Long Wait at MBJ Cafeteria

By: Dahiana De La Cruz

Imagine having an hour and a half break in between classes and needing to buy lunch. Approaching a long line is unpleasant, especially having limited time. Although John Jay College of Criminal Justice is a large campus, one of the most crowded buildings is the New Building. During community hour, MBJ cafeteria is the “go to” spot for lunch or a small snack. Students have expressed how exhausting it is to wait such a long time to get food.

Ashely Espinal, a criminology student said, “It’s ridiculous. I have about an hour, and I have to wait thirty minutes to order and pay for my food.”

Some students say they wait up to twenty to thirty minutes to get their food and pay for it. However, what exactly is the cause of the long wait? There are several stations at the cafeteria: salad bar, sandwich bar and a pizza bar. On a daily basis, each station is managed by two to three employees from MBJ. The line may consist of fifteen to twenty students at each station, and then there is a separate line to pay. Some students don’t mind the wait, others become desperate and eventually leave.

The lack of employees is the main concern. Overall, in John Jay College there have been budget cuts within programs and for professors; however, that is not the issue. The issue is the fact that community hour is the only gap in which all students are out of class.

The majority of classes are taught in the New Building and the MBJ cafeteria is the one used the most. Aside from the MBJ cafeteria within the New Building, there is a Starbucks on the first floor, a smoothie bar on L2 and Lil’ Jay cafe on L3. All cafes are less occupied and employ the same amount of staff as the MBJ cafeteria.

Aldana M. Vasques, Director of Catering and Special Events of MBJ Services at John Jay College of Criminal Justice said, “A few employees is not the issue. The situation is the structure of the dining hall for students to get in. Three stations are next to each other, the salad bar, pizza bar and sandwich bar, and all lines mesh into each other.

“There are two to three employees at each station during community hour,” Vasques added. “Adding more employees will not help because students will not be able to get to the front of the line.”

Community hour consists of one hour, John Jay College has 15,000 students overall and many of them go to MBJ cafeteria to eat.

Vanessa Rodriguez, a Forensic Psychology student said, “I’m used to the long waits. Would be nice if the wait was shorter or even if a new cafeteria was open at another building.”

When MBJ initiated their services within CUNY, John Jay was the first college to obtain services from them. MBJ was founded by three men, Mike, Johnny and Burt, who started the company and have expanded their services, offering cafeterias and catering for CUNY and private events.

Many students, such as Stanley Castillo, have transferred to John Jay from LaGuardia Community College. Castillo said, “All cafeterias at LaGuardia are managed by MBJ, and the expected wait time at LaGuardia was never as long as it is here at John Jay.”

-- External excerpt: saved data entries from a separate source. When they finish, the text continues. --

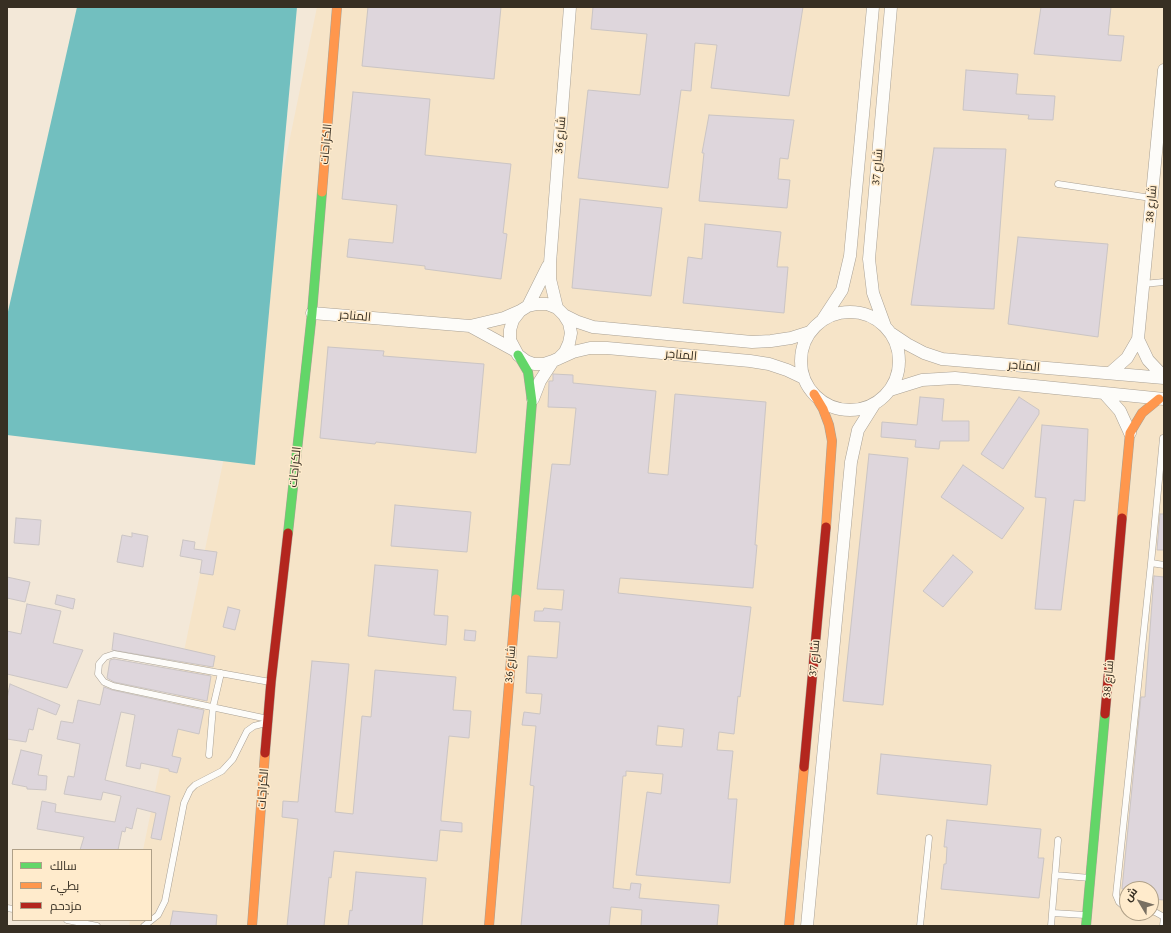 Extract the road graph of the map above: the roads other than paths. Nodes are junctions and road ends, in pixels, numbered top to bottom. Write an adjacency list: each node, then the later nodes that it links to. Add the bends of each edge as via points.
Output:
1 (337, 7): 13 (street, الكراجات)
2 (570, 7): 8 (street, شارع 36)
3 (873, 7): 14 (street, شارع 37, via 850,256 842,290)
4 (891, 7): 16 (street, شارع 37, via 869,259 873,293)
5 (1164, 70): 7 (street, شارع 38)
6 (1058, 184): 7 (lane)
7 (1151, 198): 10 (street, شارع 38)
8 (550, 264): 11 (street, شارع 36); 12 (street, شارع 36, via 550,279)
9 (1164, 282): 10 (lane)
10 (1143, 284): 18 (street, شارع 38)
11 (524, 309): 12 (street, via 547,304); 15 (street, المناجر); 19 (street, via 513,320 510,330 510,340)
12 (560, 311): 17 (street, المناجر, via 578,322 593,327 752,342 784,339); 20 (street, via 569,323 570,338 565,352)
13 (312, 313): 15 (street, المناجر); 35 (street, الكراجات)
14 (823, 319): 16 (street, via 851,311 869,315); 17 (street)
15 (470, 326): 19 (street, المناجر)
16 (888, 329): 21 (street, المناجر, via 907,344 942,359); 24 (street, via 896,342 899,361 898,372)
17 (810, 332): 23 (street, via 802,350 801,369)
18 (1138, 339): 21 (street, شارع 38, via 1127,358); 22 (street, via 1148,360)
19 (516, 352): 20 (street, via 534,364); 28 (street, شارع 36, via 528,372)
20 (555, 360): 23 (street, المناجر, via 590,348 607,348 750,361 775,366); 28 (street, شارع 36, via 540,381)
21 (1110, 373): 22 (street, المناجر)
22 (1164, 377)
23 (804, 378): 26 (street)
24 (890, 390): 25 (street, المناجر, via 922,380 955,378); 29 (street)
25 (1104, 393): 27 (street, المناجر); 30 (street, شارع 38, via 1120,411)
26 (814, 394): 29 (street, via 829,405 843,409 857,410); 52 (street, شارع 37, via 829,424 832,458)
27 (1161, 399): 30 (street, شارع 38, via 1142,413)
28 (532, 402): 51 (street, شارع 36)
29 (875, 403): 53 (street, شارع 37, via 858,430 851,462)
30 (1130, 433): 42 (street, شارع 38)
31 (1163, 438): 32 (lane)
32 (1151, 563): 33 (lane); 43 (lane, via 1116,895)
33 (1164, 565)
34 (221, 673): 35 (lane); 36 (lane); 36 (lane, via 114,654 105,657 99,664 98,674 104,682 112,686)
35 (271, 682): 37 (street, الكراجات)
36 (213, 707): 37 (lane); 38 (lane)
37 (268, 721): 47 (lane, via 250,728 228,766 195,784 190,790 184,803 165,901 158,915); 50 (street, الكراجات)
38 (209, 755)
39 (929, 838): 54 (lane)
40 (1058, 840): 41 (lane)
41 (1055, 875): 42 (lane); 44 (lane)
42 (1090, 878): 45 (street, شارع 38)
43 (1119, 902)
44 (1053, 913): 45 (lane); 55 (lane)
45 (1086, 915): 56 (street, شارع 38)
46 (1159, 915): 57 (lane, via 1164,917)
47 (152, 920)
48 (72, 921): 49 (lane)
49 (97, 926)
50 (252, 926)
51 (489, 926)
52 (789, 926)
53 (807, 926)
54 (920, 926)
55 (1052, 926)
56 (1086, 926)
57 (1163, 926)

Allowing students to pay at the station for their food, rather than paying separately, would be much easier, but there is an issue with that as well.
“That sounds great in theory; it would, in some capacity, make a lot of sense,” Vasques said. “But if there is a line to order, imagine what the line will be like to order and pay at the same station.”

The structure of the dining hall limits MBJ on the possible layout options. “We need internet and electricity for the registers,” said Vasques. “Where the registers are located is the only place where we can get internet access and electricity for the registers to function.”

Space is another issue interfering with how MBJ cafeteria can function. Overall, the cafeteria is cramped and there is only so much for students to do. It’s an inconvenience for students to move while on line to make space for others to get through.

Other cafes throughout the New Building are not as crowded; however, they do not offer what the MBJ cafeteria on the second floor has to offer. Other cafeterias, such as Lil’ Jay cafe are limited to what they can serve.

Vasques explains, “There are several reasons space is limited at Lil’ Jay cafe, there is not enough space for a salad bar, pizza bar. Also, the New York City Department of Health requires certain equipments, a full kitchen. For example, some coffee shops in Manhattan wish to offer food, but they cannot due to space. Surroundings constrain them.”

Some may think the issue is the lack of employees, but there is more to the issue than just the employees.